Ford watched emerging markets melt down and read warnings that the U.S. economy could crater too. As prices dropped, he overcame the impulse to flee with the rest of the herd and, instead, bought more corporate bonds, Bloomberg Pursuits will report in its Summer 2014 issue.
After two decades as a trader, Ford credits his serenity to experience -- and to the 20 minutes he spends in his pajamas each morning repeating a meaningless mantra bestowed on him by a teacher of Transcendental Meditation two years ago.
“I react to volatile markets much more calmly now,” Ford, 48, says. “I have more patience.”
He also has more money. Latigo Partners LP, his event-driven credit fund, climbed 24 percent last year. He almost beat the surging stock market with a bond fund. Ford is part of a growing number of Wall Street traders, including A-list hedge-fund managers Ray Dalio, Paul Tudor Jones and Michael Novogratz, who are fine-tuning their brains -- and upping their games -- with meditation. Billionaire investor Daniel Loeb, who once likened a chief executive officer to a drug addict during one of his frequent public rants, in February praised meditation while sharing a stage with the Dalai Lama in Washington, D.C.
The idea that Type-A traders are seeking profit with the same tool that Buddhist monks use to achieve enlightenment might seem like sacrilege. Yet most people misunderstand meditation, says Jay Michaelson, author of “Evolving Dharma: Meditation, Buddhism, and the Next Generation of Enlightenment.”
“Meditation used to have this reputation as a hippie thing for people who speak in a particularly soft tone of voice,” Michaelson says. Not so. “Samurai practiced meditation to become more effective killers,” he says. So too did kamikaze pilots. “It’s value neutral,” Michaelson says.
Workers at Goldman Sachs Group Inc. (GS) are folding into the lotus position in droves, says Elizabeth Sudler, an instructor the firm retains. Classes where students breathe and monitor their wandering minds have waiting lists several hundred long, Goldman spokesman David Wells says. One trader there gets a twinge in his gut when he senses a move in the markets, Sudler says. Meditating gives him an edge, he told her, by tuning into that sensation more reliably. Others report downshifting more easily after work and sleeping better at night.
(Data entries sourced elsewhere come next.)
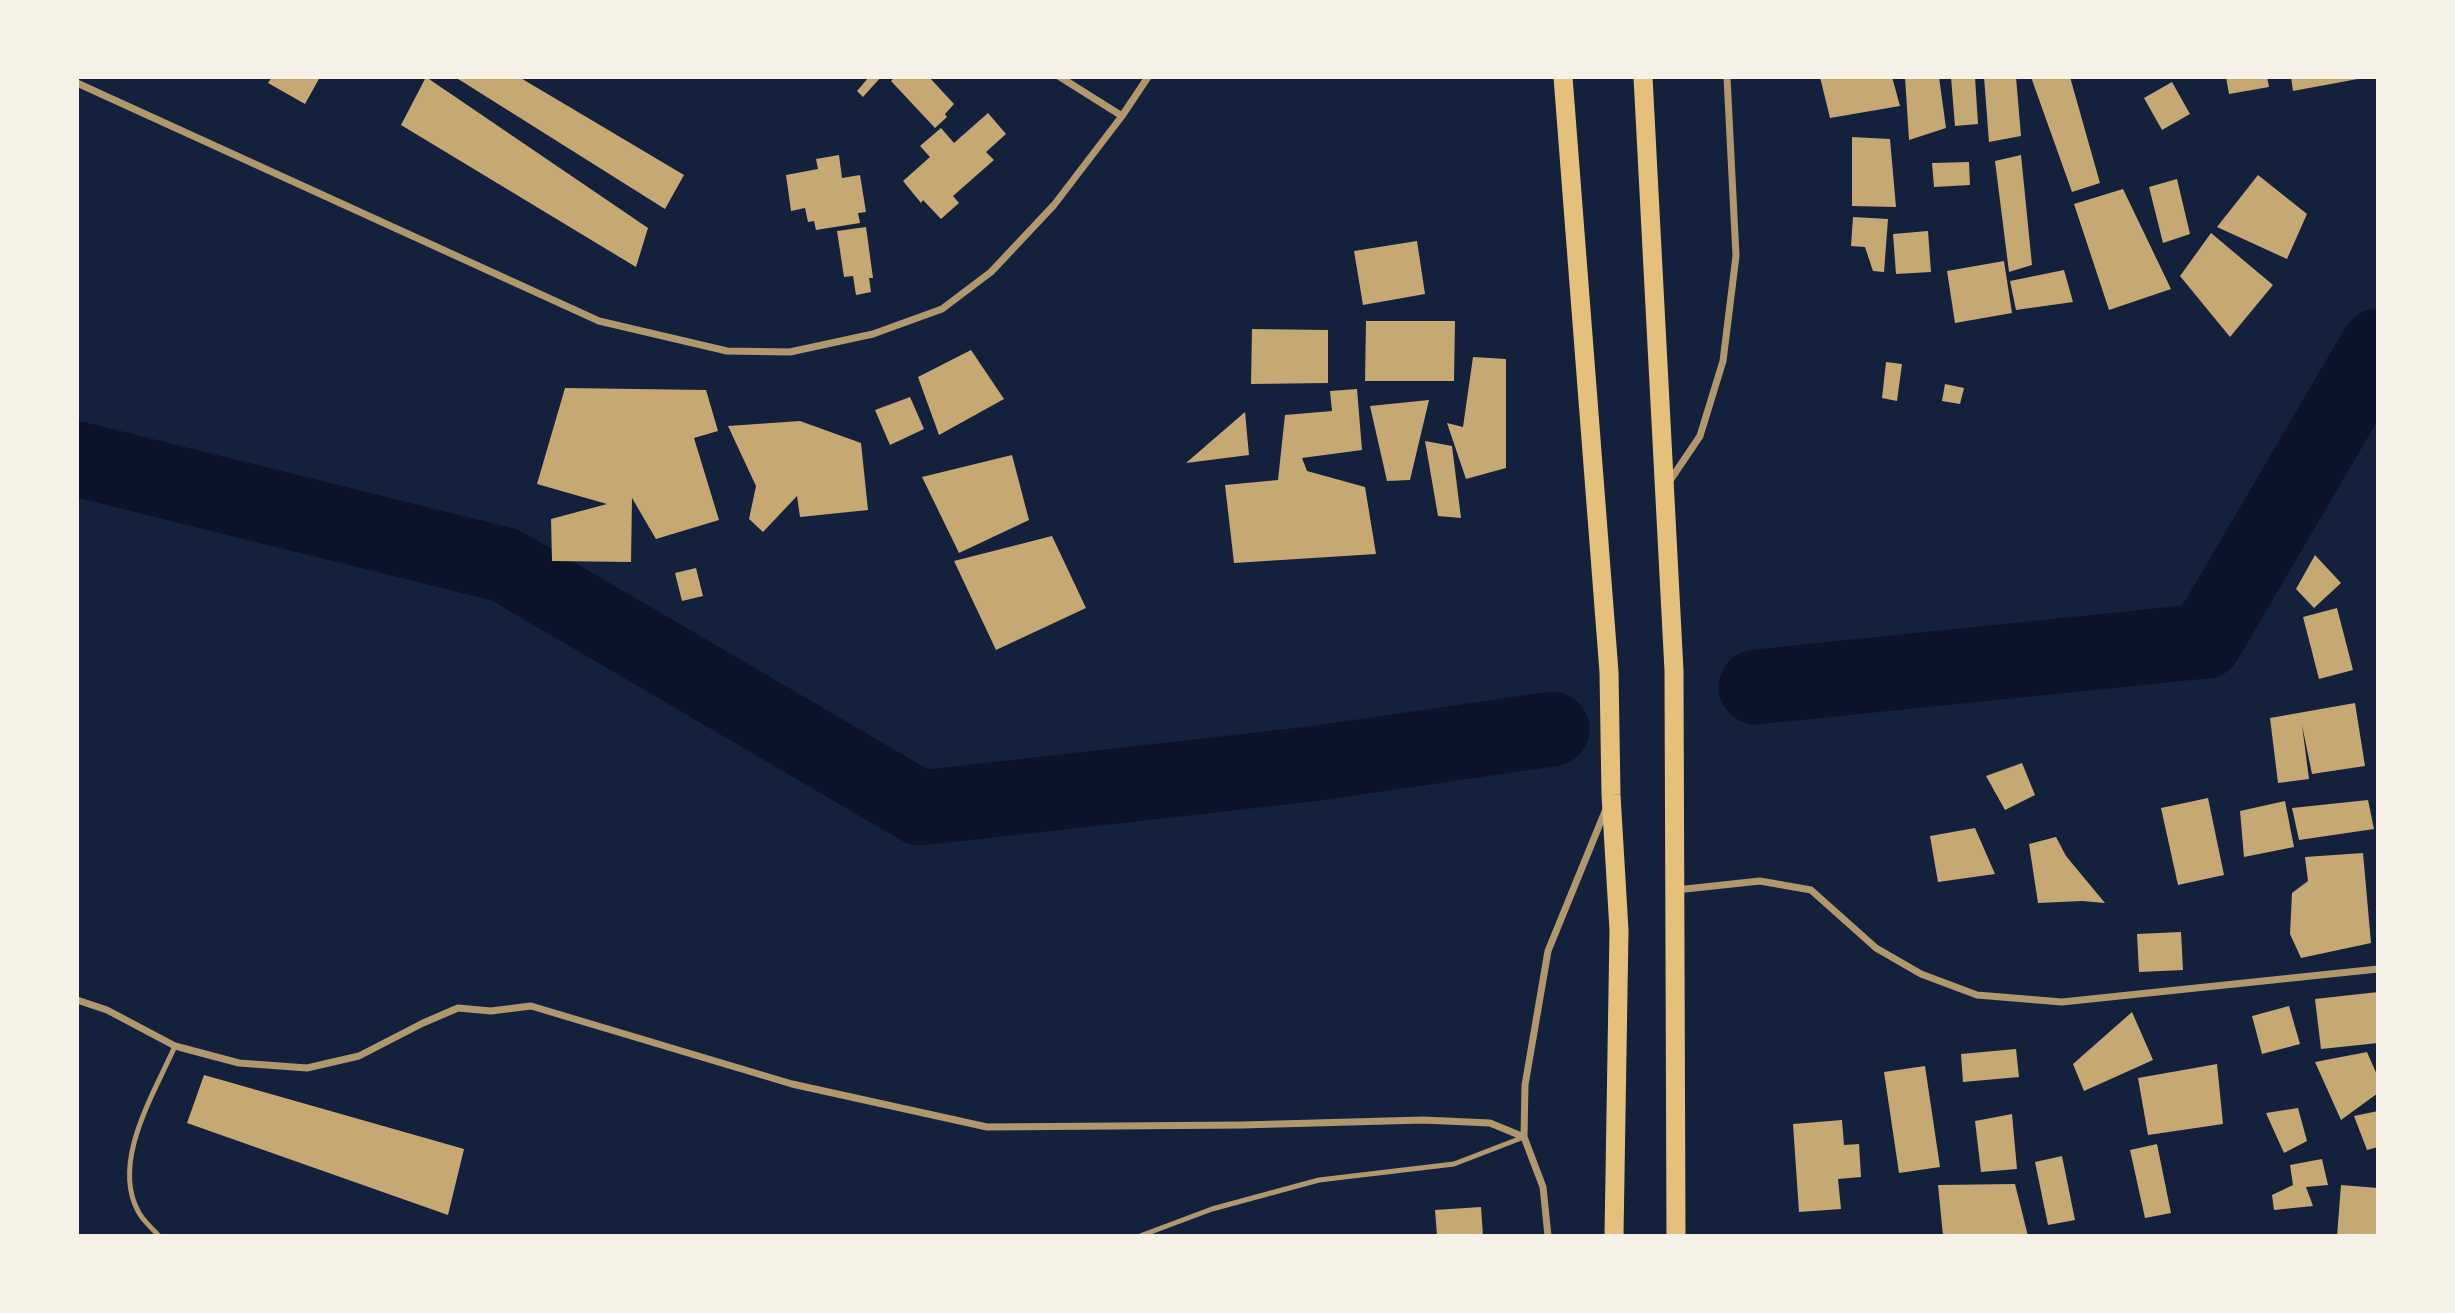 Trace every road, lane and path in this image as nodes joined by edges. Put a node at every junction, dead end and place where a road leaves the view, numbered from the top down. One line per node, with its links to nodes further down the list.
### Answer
1 (1060, 77): 7 (street)
2 (1147, 77): 7 (street)
3 (1563, 77): 9 (highway)
4 (1643, 77): 8 (highway)
5 (1727, 77): 8 (street)
6 (77, 83): 7 (street)
7 (1122, 116)
8 (1665, 488): 10 (highway)
9 (1611, 796): 14 (street); 18 (highway)
10 (1675, 891): 11 (street); 19 (highway)
11 (2378, 969)
12 (77, 1000): 13 (street)
13 (175, 1046): 14 (street); 15 (lane)
14 (1524, 1137): 16 (lane); 17 (street)
15 (159, 1236)
16 (1140, 1236)
17 (1548, 1236)
18 (1614, 1236)
19 (1676, 1236)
“Goldman employees are under a lot of pressure to produce,” Sudler says. “No one wants to be left behind.”
Meditation is going mainstream in part because science is substantiating what heretofore had been taken on faith. Up until 1983, only three peer-reviewed studies on meditation had ever been published, Michaelson says. By last year, there were more than 1,300 studies showing an almost absurd number of benefits, from alleviating anxiety, depression and insomnia to reducing heart disease and speeding recovery from psoriasis.
A 2005 study published by Harvard Medical School neuroscientist Sara Lazar showed that meditating enhances the prefrontal cortex, likely creating more connections between neurons and enlarging blood vessels. Among other functions, the prefrontal cortex processes sensory information, handles rational decisions and regulates the amygdala, the structure that feeds our fight-or-flight instinct. A tame amygdala may be why David Ford bought bonds amid the panic -- a prescient move as markets rebounded.
Michaelson calls meditation “brain hacking,” because it exploits the elastic nature of our gray matter, altering its makeup, as Lazar and other scientists have proved. As such, it may be the ultimate disruptive technology, he says. That kind of talk gets the attention of traders, says Jeff Walker, former head of JPMorgan Chase & Co.’s private-equity unit and a longtime meditator.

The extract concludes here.